Kasper e Y. - M. Congar quienes, marcando distancias del teólogo suizo y
formulando sus propias consideraciones al respecto, dejan abierto el debate
sobre la base de otra argumentación.
Quizá, por ello, no esté
de más recuperar tales aportaciones en un tiempo como el nuestro en el que se
nos invita a repensar el ministerio ordenado (apostólico e institucionalizado)
y en el que se podría estudiar -a diferencia de lo propuesto por H. Küng en su
día- la posibilidad de un acceso extraordinario o carismático a la presidencia
de la eucaristía y de la comunidad en situaciones excepcionales y bajo
determinadas condiciones que habría que precisar con el fin de garantizar la
celebración de la eucaristía (“fuente y culmen de toda la vida cristiana”);
salir al paso de una proliferación “salvaje” de esta posible modalidad de
celebración y, por ello, de acceso al ministerio ordenado; evitar la extinción
de no pocas comunidades y, de paso, taponar -algo que, desgraciadamente, viene
siendo muy habitual estos últimos años, sobre todo, en no pocas iglesias de
América latina- su pase al pentecostalismo.
W. Kasper: la sacramentalidad “in voto”
W. Kasper recuerda la
condición sacerdotal de toda la Iglesia, la existencia de una diversidad
-incluso esencial- de ministerios (1 Cor. 12, 5) y la diferenciada estructura,
carismática y apostólica, de la Iglesia de los primeros tiempos.
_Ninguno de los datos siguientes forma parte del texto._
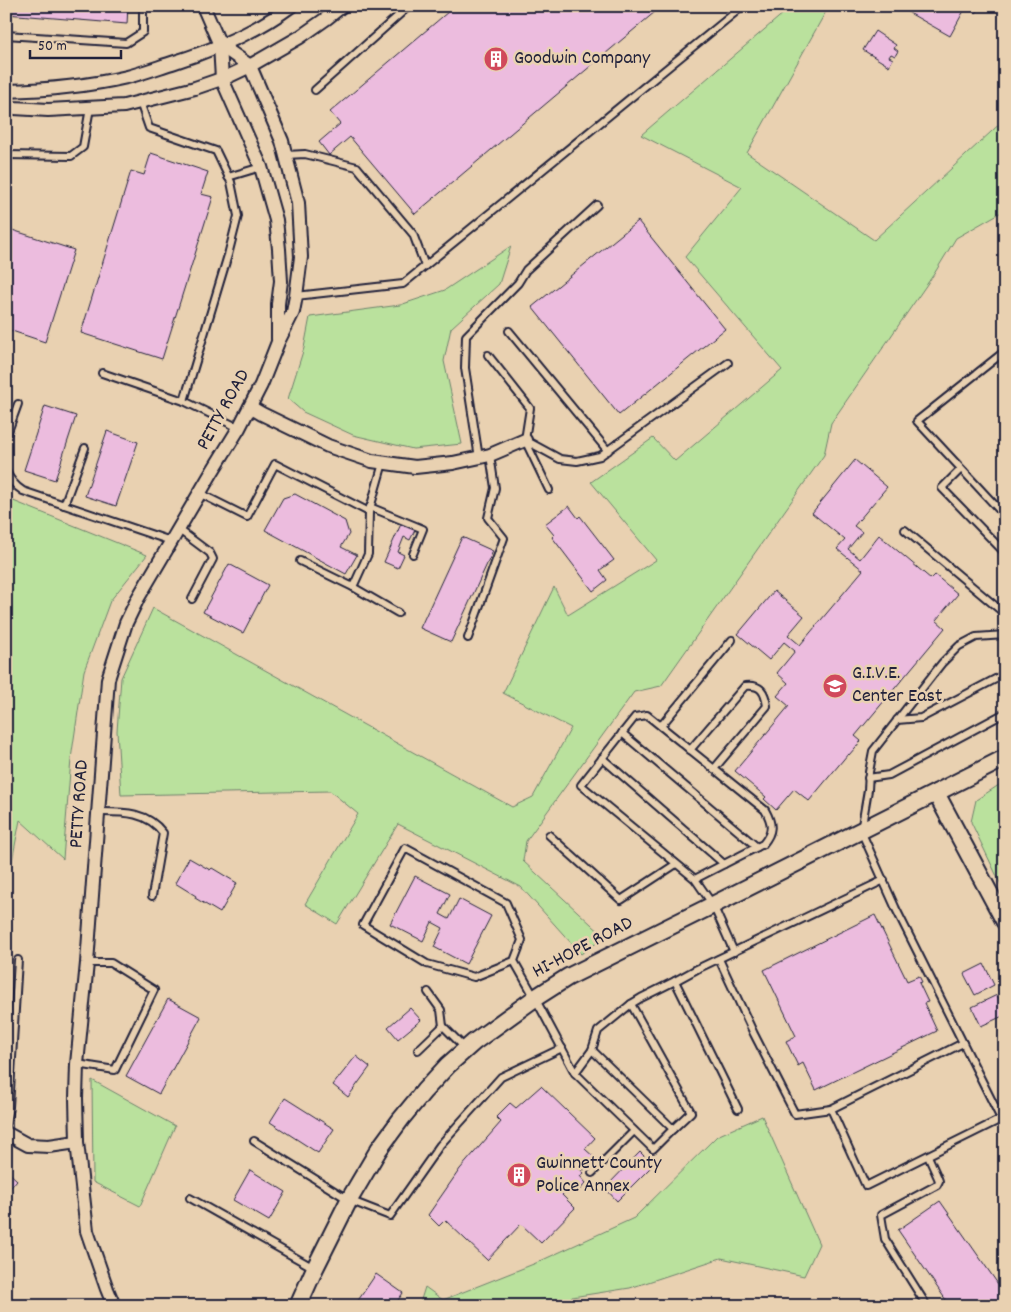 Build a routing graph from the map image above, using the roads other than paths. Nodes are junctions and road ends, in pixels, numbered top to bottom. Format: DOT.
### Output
graph roads {
  1 [pos="143,6"];
  2 [pos="203,6"];
  3 [pos="291,6"];
  4 [pos="342,6"];
  5 [pos="409,6"];
  6 [pos="743,6"];
  7 [pos="6,36"];
  8 [pos="220,45"];
  9 [pos="250,66"];
  10 [pos="222,79"];
  11 [pos="315,90"];
  12 [pos="6,91"];
  13 [pos="140,102"];
  14 [pos="6,106"];
  15 [pos="90,108"];
  16 [pos="6,155"];
  17 [pos="286,155"];
  18 [pos="261,167"];
  19 [pos="228,177"];
  20 [pos="597,204"];
  21 [pos="425,266"];
  22 [pos="296,296"];
  23 [pos="509,331"];
  24 [pos="278,342"];
  25 [pos="1005,351"];
  26 [pos="488,355"];
  27 [pos="728,363"];
  28 [pos="102,373"];
  29 [pos="184,402"];
  30 [pos="18,404"];
  31 [pos="250,406"];
  32 [pos="239,428"];
  33 [pos="6,437"];
  34 [pos="525,440"];
  35 [pos="85,448"];
  36 [pos="608,451"];
  37 [pos="485,456"];
  38 [pos="383,463"];
  39 [pos="961,469"];
  40 [pos="6,471"];
  41 [pos="549,490"];
  42 [pos="199,493"];
  43 [pos="64,505"];
  44 [pos="370,510"];
  45 [pos="1005,516"];
  46 [pos="178,529"];
  47 [pos="905,530"];
  48 [pos="171,542"];
  49 [pos="1005,553"];
  50 [pos="413,554"];
  51 [pos="300,561"];
  52 [pos="353,587"];
  53 [pos="192,598"];
  54 [pos="398,613"];
  55 [pos="1005,614"];
  56 [pos="1005,634"];
  57 [pos="468,638"];
  58 [pos="732,640"];
  59 [pos="1005,674"];
  60 [pos="1005,713"];
  61 [pos="897,720"];
  62 [pos="661,726"];
  63 [pos="622,733"];
  64 [pos="690,750"];
  65 [pos="602,758"];
  66 [pos="1005,758"];
  67 [pos="714,769"];
  68 [pos="868,778"];
  69 [pos="936,793"];
  70 [pos="98,812"];
  71 [pos="861,831"];
  72 [pos="549,835"];
  73 [pos="757,847"];
  74 [pos="676,864"];
  75 [pos="724,864"];
  76 [pos="695,880"];
  77 [pos="884,880"];
  78 [pos="152,896"];
  79 [pos="713,905"];
  80 [pos="1005,922"];
  81 [pos="734,952"];
  82 [pos="719,959"];
  83 [pos="18,960"];
  84 [pos="514,961"];
  85 [pos="87,963"];
  86 [pos="675,981"];
  87 [pos="428,992"];
  88 [pos="535,998"];
  89 [pos="631,1004"];
  90 [pos="443,1026"];
  91 [pos="963,1043"];
  92 [pos="562,1048"];
  93 [pos="466,1049"];
  94 [pos="418,1050"];
  95 [pos="592,1050"];
  96 [pos="77,1064"];
  97 [pos="574,1074"];
  98 [pos="8,1102"];
  99 [pos="831,1109"];
  100 [pos="738,1110"];
  101 [pos="6,1123"];
  102 [pos="673,1129"];
  103 [pos="634,1131"];
  104 [pos="6,1133"];
  105 [pos="254,1141"];
  106 [pos="77,1142"];
  107 [pos="928,1156"];
  108 [pos="592,1173"];
  109 [pos="190,1198"];
  110 [pos="349,1200"];
  111 [pos="315,1268"];
  112 [pos="114,1306"];
  113 [pos="298,1306"];
  114 [pos="927,1306"];
  1 -- 7 [label="lane"];
  2 -- 8 [label="street, PETTY ROAD"];
  3 -- 8 [label="street"];
  4 -- 9 [label="street"];
  5 -- 11 [label="lane"];
  6 -- 21 [label="lane"];
  8 -- 9 [label="street"];
  8 -- 10 [label="street, PETTY ROAD"];
  8 -- 12 [label="street"];
  9 -- 10 [label="street"];
  9 -- 17 [label="street, PETTY ROAD"];
  10 -- 13 [label="street"];
  10 -- 18 [label="street, PETTY ROAD"];
  13 -- 15 [label="street"];
  13 -- 19 [label="lane"];
  14 -- 15 [label="street"];
  15 -- 16 [label="lane"];
  17 -- 21 [label="lane"];
  17 -- 22 [label="street, PETTY ROAD"];
  18 -- 19 [label="lane"];
  18 -- 24 [label="street, PETTY ROAD"];
  19 -- 29 [label="lane"];
  20 -- 37 [label="lane"];
  21 -- 22 [label="lane"];
  22 -- 24 [label="street, PETTY ROAD"];
  23 -- 36 [label="lane"];
  24 -- 31 [label="street, PETTY ROAD"];
  25 -- 39 [label="lane"];
  26 -- 34 [label="lane"];
  27 -- 36 [label="lane"];
  28 -- 29 [label="lane"];
  29 -- 32 [label="lane"];
  30 -- 33 [label="lane"];
  31 -- 32 [label="street, PETTY ROAD"];
  31 -- 38 [label="street"];
  32 -- 42 [label="street, PETTY ROAD"];
  34 -- 36 [label="lane"];
  34 -- 37 [label="street"];
  34 -- 41 [label="lane"];
  35 -- 43 [label="lane"];
  37 -- 38 [label="street"];
  37 -- 57 [label="lane"];
  38 -- 44 [label="lane"];
  39 -- 45 [label="lane"];
  39 -- 49 [label="lane"];
  40 -- 43 [label="lane"];
  42 -- 44 [label="lane"];
  42 -- 46 [label="street, PETTY ROAD"];
  43 -- 48 [label="lane"];
  44 -- 50 [label="lane"];
  44 -- 52 [label="lane"];
  46 -- 48 [label="street, PETTY ROAD"];
  46 -- 53 [label="lane"];
  47 -- 55 [label="lane"];
  48 -- 70 [label="street, PETTY ROAD"];
  51 -- 52 [label="lane"];
  52 -- 54 [label="lane"];
  56 -- 61 [label="lane"];
  58 -- 62 [label="lane"];
  59 -- 61 [label="lane"];
  60 -- 68 [label="lane"];
  61 -- 68 [label="lane"];
  62 -- 63 [label="lane"];
  62 -- 64 [label="lane"];
  63 -- 65 [label="lane"];
  63 -- 73 [label="lane"];
  64 -- 67 [label="lane"];
  64 -- 67 [label="lane"];
  65 -- 74 [label="lane"];
  65 -- 75 [label="lane"];
  66 -- 69 [label="street, HI-HOPE ROAD"];
  67 -- 73 [label="lane"];
  68 -- 71 [label="lane"];
  69 -- 71 [label="street, HI-HOPE ROAD"];
  69 -- 80 [label="street"];
  70 -- 78 [label="lane"];
  70 -- 85 [label="street, PETTY ROAD"];
  71 -- 77 [label="lane"];
  71 -- 79 [label="street, HI-HOPE ROAD"];
  72 -- 74 [label="lane"];
  73 -- 75 [label="lane"];
  74 -- 76 [label="lane"];
  75 -- 76 [label="lane"];
  76 -- 79 [label="lane"];
  77 -- 81 [label="lane"];
  77 -- 91 [label="lane"];
  79 -- 81 [label="lane"];
  79 -- 88 [label="street, HI-HOPE ROAD"];
  81 -- 82 [label="lane"];
  82 -- 86 [label="lane"];
  82 -- 99 [label="lane"];
  83 -- 98 [label="lane"];
  84 -- 84 [label="lane"];
  84 -- 88 [label="lane"];
  85 -- 96 [label="street, PETTY ROAD"];
  85 -- 96 [label="lane"];
  86 -- 89 [label="lane"];
  86 -- 100 [label="lane"];
  87 -- 90 [label="lane"];
  88 -- 92 [label="lane"];
  88 -- 93 [label="street, HI-HOPE ROAD"];
  89 -- 95 [label="lane"];
  89 -- 102 [label="lane"];
  90 -- 93 [label="lane"];
  90 -- 94 [label="lane"];
  91 -- 99 [label="lane"];
  91 -- 107 [label="lane"];
  92 -- 97 [label="lane"];
  92 -- 110 [label="lane"];
  93 -- 110 [label="street, HI-HOPE ROAD"];
  95 -- 97 [label="lane"];
  95 -- 102 [label="lane"];
  96 -- 106 [label="street, PETTY ROAD"];
  97 -- 103 [label="lane"];
  98 -- 101 [label="lane"];
  99 -- 107 [label="lane"];
  102 -- 103 [label="lane"];
  103 -- 108 [label="lane"];
  104 -- 106 [label="street"];
  105 -- 110 [label="lane"];
  106 -- 112 [label="street, PETTY ROAD"];
  107 -- 114 [label="lane"];
  109 -- 111 [label="lane"];
  110 -- 111 [label="street, HI-HOPE ROAD"];
  111 -- 113 [label="street, HI-HOPE ROAD"];
} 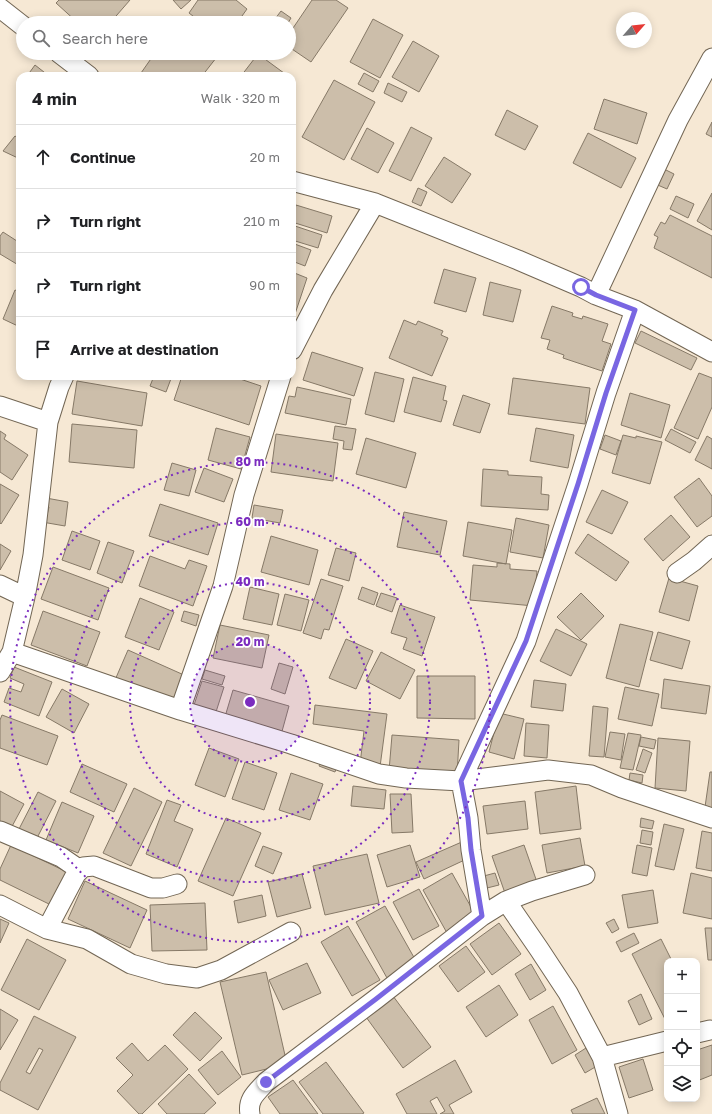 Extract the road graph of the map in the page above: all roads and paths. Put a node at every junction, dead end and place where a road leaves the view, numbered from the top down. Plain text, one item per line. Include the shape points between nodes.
1 (0, 8) edge
2 (16, 21) edge
3 (712, 58) edge
4 (67, 60) edge
5 (84, 72) edge
6 (296, 182) edge
7 (376, 203) junction
8 (596, 295) junction
9 (635, 310) junction
10 (296, 342) edge
11 (712, 352) edge
12 (62, 380) edge
13 (280, 380) edge
14 (0, 406) edge
15 (48, 422) junction
16 (712, 545) edge
17 (677, 573) dead end
18 (0, 585) edge
19 (25, 597) junction
20 (12, 652) junction
21 (0, 672) edge
22 (180, 710) junction
23 (461, 781) junction
24 (712, 818) edge
25 (0, 831) edge
26 (80, 870) junction
27 (584, 876) dead end
28 (177, 884) dead end
29 (506, 901) junction
30 (0, 905) edge
31 (482, 916) junction
32 (48, 929) junction
33 (291, 932) dead end
34 (664, 1042) edge
35 (602, 1057) junction
36 (250, 1114) edge
37 (618, 1114) edge

1 - 2 street
3 - 8 street via 678,120
4 - 5 street
6 - 7 street
7 - 8 street via 518,260
7 - 10 street via 323,290
8 - 9 street
9 - 11 street
9 - 23 street via 526,641
12 - 15 street
13 - 22 street via 244,495 223,586
14 - 15 street
15 - 19 street via 33,555
16 - 17 street
18 - 19 street
19 - 20 street
20 - 21 street
20 - 22 street
22 - 23 street via 379,774
23 - 24 street via 548,770 590,775
23 - 31 street
25 - 26 street via 61,858
26 - 28 street via 83,867 94,866 151,888
26 - 32 street
27 - 29 street via 539,888
29 - 31 street
29 - 35 street via 568,993
30 - 32 street
31 - 36 street via 266,1082 252,1097 248,1106
32 - 33 street via 86,939 131,964 166,974 197,978 221,970
34 - 35 street
35 - 37 street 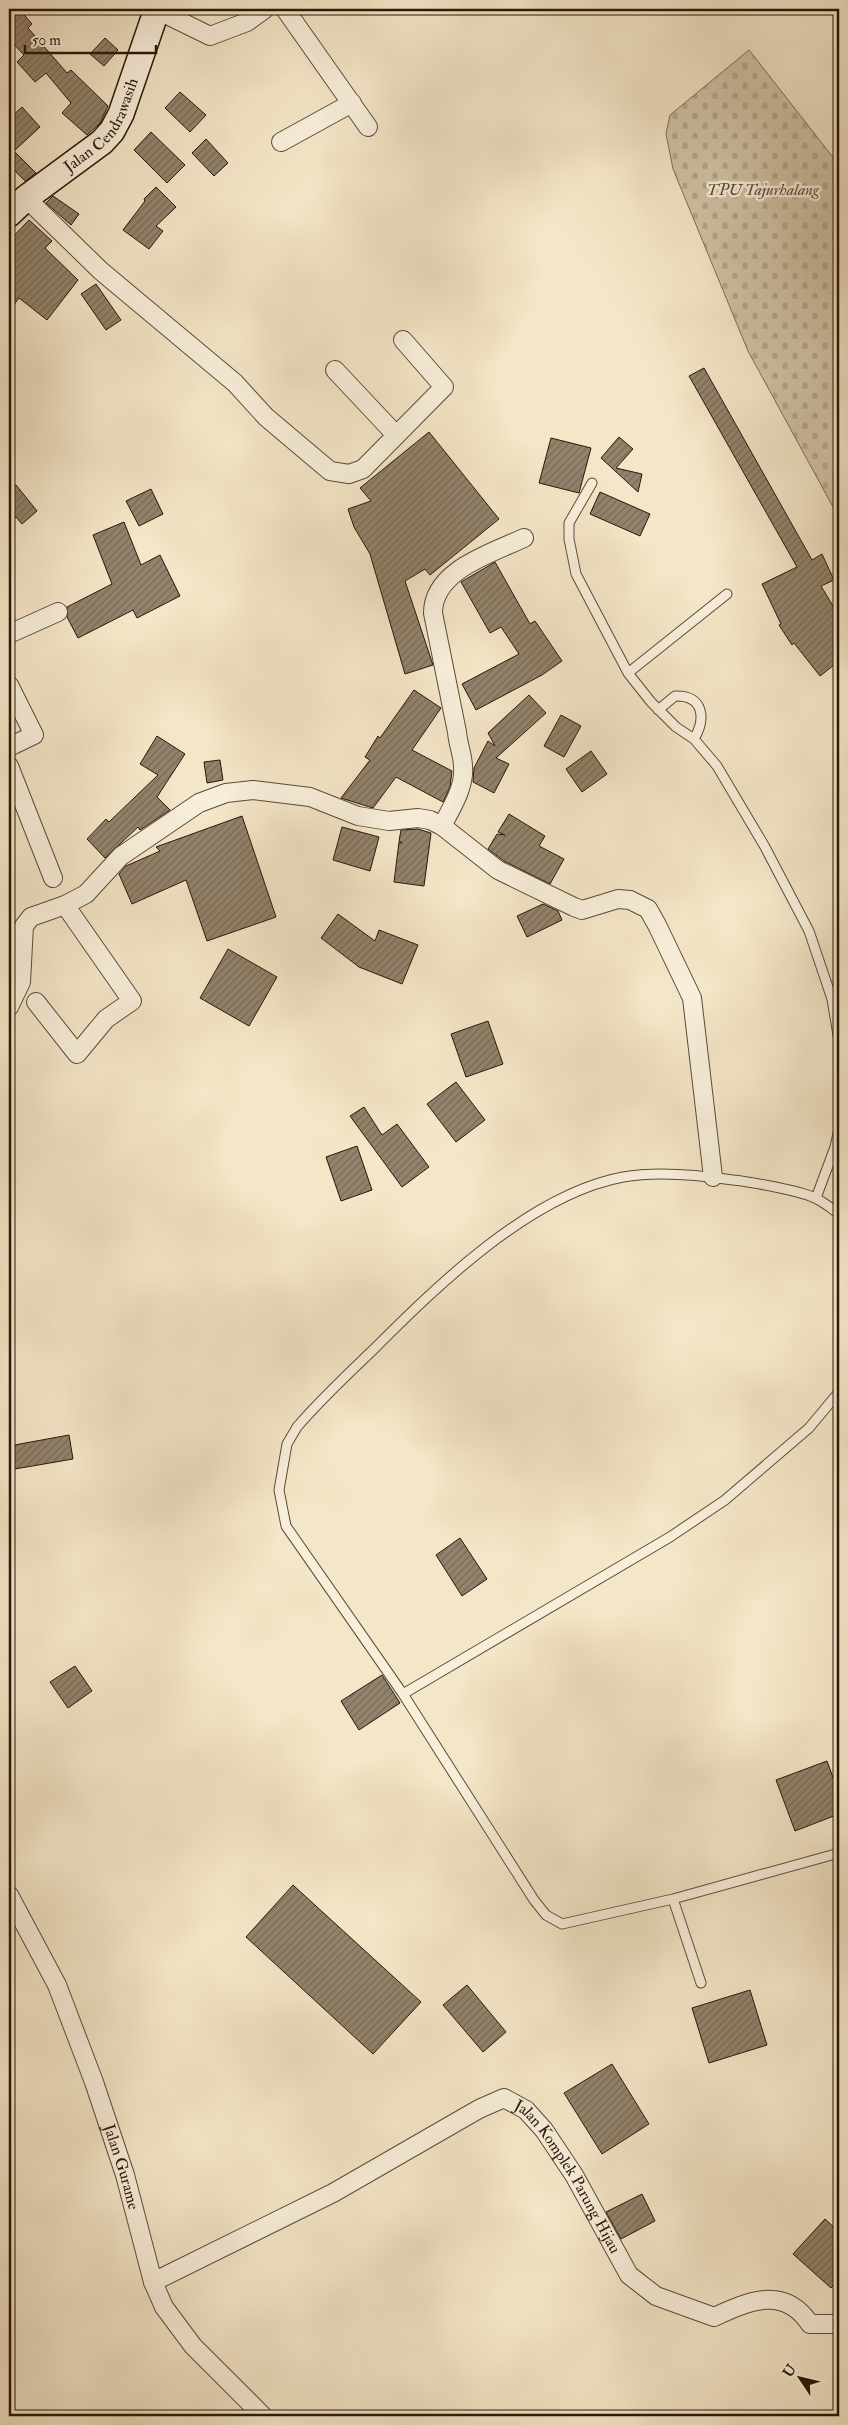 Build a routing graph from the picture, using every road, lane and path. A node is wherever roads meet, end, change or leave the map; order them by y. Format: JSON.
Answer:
{"nodes":[{"id":1,"x":265,"y":9,"type":"edge"},
{"id":2,"x":285,"y":9,"type":"edge"},
{"id":3,"x":157,"y":10,"type":"edge"},
{"id":4,"x":352,"y":104,"type":"junction"},
{"id":5,"x":368,"y":127,"type":"dead end"},
{"id":6,"x":281,"y":142,"type":"dead end"},
{"id":7,"x":14,"y":208,"type":"edge"},
{"id":8,"x":403,"y":340,"type":"dead end"},
{"id":9,"x":335,"y":370,"type":"dead end"},
{"id":10,"x":396,"y":435,"type":"junction"},
{"id":11,"x":592,"y":483,"type":"dead end"},
{"id":12,"x":524,"y":538,"type":"dead end"},
{"id":13,"x":727,"y":594,"type":"dead end"},
{"id":14,"x":58,"y":612,"type":"dead end"},
{"id":15,"x":9,"y":634,"type":"edge"},
{"id":16,"x":628,"y":673,"type":"junction"},
{"id":17,"x":9,"y":685,"type":"edge"},
{"id":18,"x":658,"y":710,"type":"junction"},
{"id":19,"x":694,"y":739,"type":"junction"},
{"id":20,"x":9,"y":747,"type":"edge"},
{"id":21,"x":9,"y":766,"type":"edge"},
{"id":22,"x":442,"y":826,"type":"junction"},
{"id":23,"x":54,"y":878,"type":"dead end"},
{"id":24,"x":65,"y":905,"type":"junction"},
{"id":25,"x":36,"y":1002,"type":"dead end"},
{"id":26,"x":9,"y":1007,"type":"edge"},
{"id":27,"x":839,"y":1040,"type":"edge"},
{"id":28,"x":839,"y":1129,"type":"edge"},
{"id":29,"x":713,"y":1177,"type":"junction"},
{"id":30,"x":816,"y":1198,"type":"junction"},
{"id":31,"x":839,"y":1214,"type":"edge"},
{"id":32,"x":839,"y":1392,"type":"edge"},
{"id":33,"x":403,"y":1694,"type":"junction"},
{"id":34,"x":839,"y":1852,"type":"edge"},
{"id":35,"x":9,"y":1895,"type":"edge"},
{"id":36,"x":673,"y":1898,"type":"junction"},
{"id":37,"x":701,"y":1983,"type":"dead end"},
{"id":38,"x":153,"y":2282,"type":"junction"},
{"id":39,"x":839,"y":2324,"type":"edge"},
{"id":40,"x":260,"y":2415,"type":"edge"}],
"edges":[{"from":1,"to":3,"type":"street"},
{"from":2,"to":4,"type":"street"},
{"from":3,"to":7,"type":"street","name":"Jalan Cendrawasih"},
{"from":4,"to":5,"type":"street"},
{"from":4,"to":6,"type":"street"},
{"from":7,"to":10,"type":"street"},
{"from":8,"to":10,"type":"street"},
{"from":9,"to":10,"type":"street"},
{"from":11,"to":16,"type":"lane"},
{"from":12,"to":22,"type":"street"},
{"from":13,"to":16,"type":"lane"},
{"from":14,"to":15,"type":"street"},
{"from":16,"to":18,"type":"lane"},
{"from":17,"to":20,"type":"street"},
{"from":18,"to":19,"type":"lane"},
{"from":18,"to":19,"type":"lane"},
{"from":19,"to":27,"type":"lane"},
{"from":21,"to":23,"type":"street"},
{"from":22,"to":24,"type":"street"},
{"from":22,"to":29,"type":"street"},
{"from":24,"to":25,"type":"street"},
{"from":24,"to":26,"type":"street"},
{"from":28,"to":30,"type":"lane"},
{"from":29,"to":30,"type":"lane"},
{"from":29,"to":33,"type":"lane"},
{"from":30,"to":31,"type":"lane"},
{"from":32,"to":33,"type":"lane"},
{"from":33,"to":36,"type":"lane"},
{"from":34,"to":36,"type":"lane"},
{"from":35,"to":38,"type":"street","name":"Jalan Gurame"},
{"from":36,"to":37,"type":"lane"},
{"from":38,"to":39,"type":"street","name":"Jalan Komplek Parung Hijau"},
{"from":38,"to":40,"type":"street","name":"Jalan Gurame"}]}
Estos puntos
de partida le llevan a reconocer la posibilidad de otras “estructuras dentro de
la comunidad, tanto sucesivas como paralelas”. Prueba de ello es que los
ministerios de obispo, presbítero y diácono han respondido a distintos tipos de
comunidades independientes y que sólo de manera paulatina -imperfecta y
fragmentaria en los Hechos de los Apóstoles y en las Cartas Pastorales, y ya
plenamente en Ignacio de Antioquía- estos tres grados se coordinaron en el
esquema jerárquico que ahora conocemos.
Pero no se puede ignorar
que la propuesta organizativa de Ignacio de Antioquía ha experimentado
numerosas transformaciones a lo largo de la historia de la Iglesia. En la
inmensa mayoría de las ocasiones han sido cambios provocados por la necesidad de
responder a las urgencias de cada momento, habida cuenta de que la razón de ser
del ministerio es el servicio a los bautizados en las diferentes circunstancias
en las que se encuentren. Es un criterio –sentencia W. Kasper- que “nos da
entonces una libertad relativamente amplia en lo que respecta a una nueva
estructuración de la inteligencia del ministerio sacerdotal y de su realización
práctica”.
A la luz de dicho
criterio se explica, por ejemplo, que personas “no consagradas” hayan
pronunciado en determinadas circunstancias el canon eucarístico (1 Cor 14, 16;
Didaché 10,7). Son comportamientos que no se pueden descalificar a la ligera
tildándolos de abusos. Evidentemente, si se tratara de celebraciones
eucarísticas realizadas de espaldas al ministerio pastoral de la presidencia y
de la unidad, nos encontraríamos con una monstruosidad que anularía en su
realidad más profunda la eucaristía: lo que debería ser signo de unidad se
convertiría en expresión de discordia.
Sin embargo, no faltan
ciertas situaciones extremas, de emergencia, en las que resulta imposible la
presencia del sacerdote durante largo tiempo. En estas circunstancias, la
celebración de la eucaristía por una persona no consagrada no tendría lugar a
despecho del ministerio, sino en el dolor por la separación y por la falta del mismo.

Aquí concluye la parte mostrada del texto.